WAW were discussing time sharing with the boys once she moves out this Sunday. WAW is a very detailed and schedule orientated person.(Im not) I was trying open and understanding, but she started getting very defensive and we we ended up going around in circles and changing the subject. We did both agree to a 50/50 Alternating weeks, Friday to Friday, BUT, there is a bit of kink the with spring break coming up. We tried talking about it last night but never accomplished a plan and she was more frustrated then anything. I finally said, maybe we can talk more about this tommorow after we have some time to think it over. She agreed and we left it at that.
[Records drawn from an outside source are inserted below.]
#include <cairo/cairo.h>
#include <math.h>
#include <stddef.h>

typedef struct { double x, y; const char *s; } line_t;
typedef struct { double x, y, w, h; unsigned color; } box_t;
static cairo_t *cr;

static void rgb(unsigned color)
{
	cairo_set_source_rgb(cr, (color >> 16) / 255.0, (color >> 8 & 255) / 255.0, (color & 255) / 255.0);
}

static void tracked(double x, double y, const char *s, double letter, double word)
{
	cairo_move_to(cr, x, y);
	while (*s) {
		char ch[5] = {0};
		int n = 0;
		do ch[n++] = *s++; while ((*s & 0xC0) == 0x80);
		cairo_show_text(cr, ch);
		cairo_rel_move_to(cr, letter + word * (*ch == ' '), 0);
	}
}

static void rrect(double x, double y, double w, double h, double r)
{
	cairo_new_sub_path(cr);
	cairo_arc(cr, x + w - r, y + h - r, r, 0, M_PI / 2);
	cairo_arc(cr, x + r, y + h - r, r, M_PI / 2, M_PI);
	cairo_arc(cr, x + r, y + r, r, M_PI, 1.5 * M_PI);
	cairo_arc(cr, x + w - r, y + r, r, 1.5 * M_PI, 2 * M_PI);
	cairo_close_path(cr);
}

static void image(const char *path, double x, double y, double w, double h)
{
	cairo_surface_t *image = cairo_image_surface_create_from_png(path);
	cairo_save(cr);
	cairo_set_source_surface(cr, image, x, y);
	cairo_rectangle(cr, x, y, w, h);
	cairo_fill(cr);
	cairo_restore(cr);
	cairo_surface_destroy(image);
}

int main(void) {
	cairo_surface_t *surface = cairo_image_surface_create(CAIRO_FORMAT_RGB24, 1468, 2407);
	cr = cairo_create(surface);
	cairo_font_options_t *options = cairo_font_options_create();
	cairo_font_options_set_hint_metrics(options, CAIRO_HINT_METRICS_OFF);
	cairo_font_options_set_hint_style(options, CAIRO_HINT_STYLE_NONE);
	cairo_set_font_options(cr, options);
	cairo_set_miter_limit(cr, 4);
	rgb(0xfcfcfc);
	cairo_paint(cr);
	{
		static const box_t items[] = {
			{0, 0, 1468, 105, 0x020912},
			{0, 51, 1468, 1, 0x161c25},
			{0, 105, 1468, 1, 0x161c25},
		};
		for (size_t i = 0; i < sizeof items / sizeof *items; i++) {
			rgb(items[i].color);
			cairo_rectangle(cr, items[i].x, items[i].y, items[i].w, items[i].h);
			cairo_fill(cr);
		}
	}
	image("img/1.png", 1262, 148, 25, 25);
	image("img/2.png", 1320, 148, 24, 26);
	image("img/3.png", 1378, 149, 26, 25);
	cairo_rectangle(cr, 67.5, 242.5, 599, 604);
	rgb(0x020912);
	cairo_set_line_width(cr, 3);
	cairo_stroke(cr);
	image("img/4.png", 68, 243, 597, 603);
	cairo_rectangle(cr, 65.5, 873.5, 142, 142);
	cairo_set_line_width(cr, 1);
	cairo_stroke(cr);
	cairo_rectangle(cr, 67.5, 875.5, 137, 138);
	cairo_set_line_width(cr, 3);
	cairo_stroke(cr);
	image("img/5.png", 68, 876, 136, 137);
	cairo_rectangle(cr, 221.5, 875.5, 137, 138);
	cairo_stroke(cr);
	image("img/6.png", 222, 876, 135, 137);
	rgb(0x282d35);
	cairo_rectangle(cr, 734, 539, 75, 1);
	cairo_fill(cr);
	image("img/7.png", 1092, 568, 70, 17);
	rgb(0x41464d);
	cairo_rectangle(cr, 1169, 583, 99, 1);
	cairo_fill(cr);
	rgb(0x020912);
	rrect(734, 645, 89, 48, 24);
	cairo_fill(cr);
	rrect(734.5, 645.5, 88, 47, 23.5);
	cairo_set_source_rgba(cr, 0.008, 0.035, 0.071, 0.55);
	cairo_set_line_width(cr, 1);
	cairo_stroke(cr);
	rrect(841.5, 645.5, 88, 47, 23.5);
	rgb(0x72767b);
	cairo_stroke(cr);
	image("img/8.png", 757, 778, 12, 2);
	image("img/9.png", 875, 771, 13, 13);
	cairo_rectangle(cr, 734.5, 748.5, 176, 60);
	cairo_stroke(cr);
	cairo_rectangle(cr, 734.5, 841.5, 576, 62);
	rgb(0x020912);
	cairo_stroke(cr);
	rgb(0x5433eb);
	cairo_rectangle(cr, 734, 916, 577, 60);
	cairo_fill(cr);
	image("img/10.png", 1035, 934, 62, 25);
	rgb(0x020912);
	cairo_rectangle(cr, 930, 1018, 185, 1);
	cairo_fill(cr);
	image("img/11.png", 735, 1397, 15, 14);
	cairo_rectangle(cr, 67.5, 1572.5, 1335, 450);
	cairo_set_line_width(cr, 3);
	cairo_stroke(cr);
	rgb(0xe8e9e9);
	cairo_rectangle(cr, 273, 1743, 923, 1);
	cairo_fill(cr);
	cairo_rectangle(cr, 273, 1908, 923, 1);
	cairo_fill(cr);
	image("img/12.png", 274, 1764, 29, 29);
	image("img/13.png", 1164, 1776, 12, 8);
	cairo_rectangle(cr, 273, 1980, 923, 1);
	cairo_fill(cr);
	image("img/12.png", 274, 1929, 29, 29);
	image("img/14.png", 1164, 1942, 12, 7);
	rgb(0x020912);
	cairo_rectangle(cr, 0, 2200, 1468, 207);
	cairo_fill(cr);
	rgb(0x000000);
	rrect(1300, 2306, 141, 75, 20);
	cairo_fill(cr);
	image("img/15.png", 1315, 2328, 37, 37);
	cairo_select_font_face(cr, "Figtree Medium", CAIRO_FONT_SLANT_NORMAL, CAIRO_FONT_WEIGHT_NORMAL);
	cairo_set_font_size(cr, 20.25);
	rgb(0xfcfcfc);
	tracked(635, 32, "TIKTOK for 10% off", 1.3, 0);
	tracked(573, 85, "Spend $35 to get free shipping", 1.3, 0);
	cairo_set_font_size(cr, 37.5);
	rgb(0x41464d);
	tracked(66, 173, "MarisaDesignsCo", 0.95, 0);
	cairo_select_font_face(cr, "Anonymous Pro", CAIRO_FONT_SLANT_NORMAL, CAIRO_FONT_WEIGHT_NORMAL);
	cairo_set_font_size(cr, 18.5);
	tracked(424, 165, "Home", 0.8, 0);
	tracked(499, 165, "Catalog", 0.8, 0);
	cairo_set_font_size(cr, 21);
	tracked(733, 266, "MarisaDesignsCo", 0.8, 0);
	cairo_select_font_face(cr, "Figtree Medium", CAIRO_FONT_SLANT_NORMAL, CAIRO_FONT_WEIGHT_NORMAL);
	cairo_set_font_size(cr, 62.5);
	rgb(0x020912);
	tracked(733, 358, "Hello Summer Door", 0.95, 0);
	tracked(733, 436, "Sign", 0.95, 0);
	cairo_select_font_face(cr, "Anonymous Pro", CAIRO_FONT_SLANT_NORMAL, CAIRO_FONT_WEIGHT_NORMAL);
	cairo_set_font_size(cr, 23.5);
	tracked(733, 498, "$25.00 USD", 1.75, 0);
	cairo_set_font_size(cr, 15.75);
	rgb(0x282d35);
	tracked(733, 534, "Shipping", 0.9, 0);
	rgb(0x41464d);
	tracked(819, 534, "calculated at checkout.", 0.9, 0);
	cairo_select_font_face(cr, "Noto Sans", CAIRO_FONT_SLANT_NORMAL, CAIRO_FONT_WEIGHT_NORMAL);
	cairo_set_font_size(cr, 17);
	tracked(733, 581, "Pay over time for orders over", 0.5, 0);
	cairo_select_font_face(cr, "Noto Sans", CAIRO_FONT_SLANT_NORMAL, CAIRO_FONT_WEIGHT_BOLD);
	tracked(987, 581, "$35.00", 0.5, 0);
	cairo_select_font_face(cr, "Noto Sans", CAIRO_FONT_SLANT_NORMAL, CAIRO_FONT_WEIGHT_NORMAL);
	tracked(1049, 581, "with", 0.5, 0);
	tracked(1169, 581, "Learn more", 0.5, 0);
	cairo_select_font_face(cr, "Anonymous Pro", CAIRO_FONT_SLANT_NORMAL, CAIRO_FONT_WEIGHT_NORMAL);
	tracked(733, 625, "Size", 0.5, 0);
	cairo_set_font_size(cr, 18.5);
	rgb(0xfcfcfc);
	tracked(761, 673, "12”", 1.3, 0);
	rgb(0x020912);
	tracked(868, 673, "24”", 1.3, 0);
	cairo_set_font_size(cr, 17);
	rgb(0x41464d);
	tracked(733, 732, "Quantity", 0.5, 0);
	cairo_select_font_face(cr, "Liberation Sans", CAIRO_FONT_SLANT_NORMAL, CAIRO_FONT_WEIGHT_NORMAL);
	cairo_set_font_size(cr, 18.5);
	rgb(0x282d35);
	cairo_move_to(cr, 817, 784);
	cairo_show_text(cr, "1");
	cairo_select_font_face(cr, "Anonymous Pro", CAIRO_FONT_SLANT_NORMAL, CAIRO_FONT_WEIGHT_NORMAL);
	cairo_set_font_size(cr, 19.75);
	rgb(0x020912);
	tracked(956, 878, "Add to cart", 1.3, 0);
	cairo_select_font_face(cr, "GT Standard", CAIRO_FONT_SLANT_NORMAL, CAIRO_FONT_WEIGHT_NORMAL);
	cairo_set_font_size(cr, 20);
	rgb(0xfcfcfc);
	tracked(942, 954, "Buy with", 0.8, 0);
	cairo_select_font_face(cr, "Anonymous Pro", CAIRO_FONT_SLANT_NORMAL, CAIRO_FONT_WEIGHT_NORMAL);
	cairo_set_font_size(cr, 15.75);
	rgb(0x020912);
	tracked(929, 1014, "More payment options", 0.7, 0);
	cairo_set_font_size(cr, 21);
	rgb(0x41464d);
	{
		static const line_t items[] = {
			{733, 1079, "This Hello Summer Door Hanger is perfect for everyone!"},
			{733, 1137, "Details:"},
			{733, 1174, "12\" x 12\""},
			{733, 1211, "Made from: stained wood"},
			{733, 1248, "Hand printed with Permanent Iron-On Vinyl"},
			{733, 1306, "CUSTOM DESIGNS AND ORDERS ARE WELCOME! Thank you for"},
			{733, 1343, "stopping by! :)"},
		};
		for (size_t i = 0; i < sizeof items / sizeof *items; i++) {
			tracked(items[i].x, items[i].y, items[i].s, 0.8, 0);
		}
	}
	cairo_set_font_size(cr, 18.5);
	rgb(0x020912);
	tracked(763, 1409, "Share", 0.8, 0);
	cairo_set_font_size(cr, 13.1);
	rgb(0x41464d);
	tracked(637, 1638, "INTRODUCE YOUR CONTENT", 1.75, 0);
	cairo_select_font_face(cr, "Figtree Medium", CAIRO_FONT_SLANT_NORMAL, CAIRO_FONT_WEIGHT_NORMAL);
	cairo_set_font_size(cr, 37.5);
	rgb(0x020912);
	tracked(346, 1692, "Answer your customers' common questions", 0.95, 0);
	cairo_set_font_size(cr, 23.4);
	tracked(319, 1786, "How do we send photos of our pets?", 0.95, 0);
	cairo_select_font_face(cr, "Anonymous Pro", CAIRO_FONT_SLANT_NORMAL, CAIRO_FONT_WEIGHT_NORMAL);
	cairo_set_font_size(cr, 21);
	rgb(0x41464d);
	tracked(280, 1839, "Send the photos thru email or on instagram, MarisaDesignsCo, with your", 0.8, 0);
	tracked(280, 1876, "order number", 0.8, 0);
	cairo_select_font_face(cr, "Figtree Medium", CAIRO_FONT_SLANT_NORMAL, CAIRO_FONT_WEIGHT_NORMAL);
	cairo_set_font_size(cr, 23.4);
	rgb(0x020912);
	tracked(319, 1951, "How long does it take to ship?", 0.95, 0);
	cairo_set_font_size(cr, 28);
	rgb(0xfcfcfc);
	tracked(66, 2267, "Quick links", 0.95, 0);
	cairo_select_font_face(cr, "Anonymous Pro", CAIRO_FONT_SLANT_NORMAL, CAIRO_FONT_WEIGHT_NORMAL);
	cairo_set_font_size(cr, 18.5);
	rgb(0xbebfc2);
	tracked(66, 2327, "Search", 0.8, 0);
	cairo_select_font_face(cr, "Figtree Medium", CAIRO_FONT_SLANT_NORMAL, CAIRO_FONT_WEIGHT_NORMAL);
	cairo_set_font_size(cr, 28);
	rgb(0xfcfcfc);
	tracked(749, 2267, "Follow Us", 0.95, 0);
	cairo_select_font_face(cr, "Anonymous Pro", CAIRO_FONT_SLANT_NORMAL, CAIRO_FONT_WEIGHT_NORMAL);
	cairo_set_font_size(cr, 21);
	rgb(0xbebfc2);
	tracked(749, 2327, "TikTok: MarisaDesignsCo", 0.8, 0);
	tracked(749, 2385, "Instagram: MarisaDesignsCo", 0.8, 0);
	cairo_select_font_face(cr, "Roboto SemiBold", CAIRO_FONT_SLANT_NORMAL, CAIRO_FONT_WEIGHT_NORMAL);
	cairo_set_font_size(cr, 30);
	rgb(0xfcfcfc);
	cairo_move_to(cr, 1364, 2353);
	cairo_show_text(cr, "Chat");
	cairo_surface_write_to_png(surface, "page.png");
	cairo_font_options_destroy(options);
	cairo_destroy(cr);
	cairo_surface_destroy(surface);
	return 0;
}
So, today I get a text today from WAW that read, " I really dont want to be mad with you... I just feel frustrated and threatened sometimes. I would love to get an organized schedule for the next couple weeks and then have more of a permanent on going forward. Hopefully we can chat tonight."


Read up there, and tell me how many times that you used the word "we" when you spoke about what YOU wanted...

Why are you looking for YOUR answers from her ???

It also sounds as if a 180 would be becoming more organized and structured ...

???

You are still arguing with her, and trying to apply the old rules of marriage, to your current situation....

Just like a Dog that chases cars...it isn't gonna last long...





Originally Posted By: OneDay

What do you guys take of that? I didnt feel I was coming across as threatening. How should I respond to that text?


To me, it seems as though you are being exactly the person that she needs you to be, to justify what she is doing...

YOU didn't feel as though you were threatening...

Just like above, it's not about whether or not it's true, it is how she feels....

So what IS your plan for parenting ???

What do YOU need to parent in a 50/50 situation ???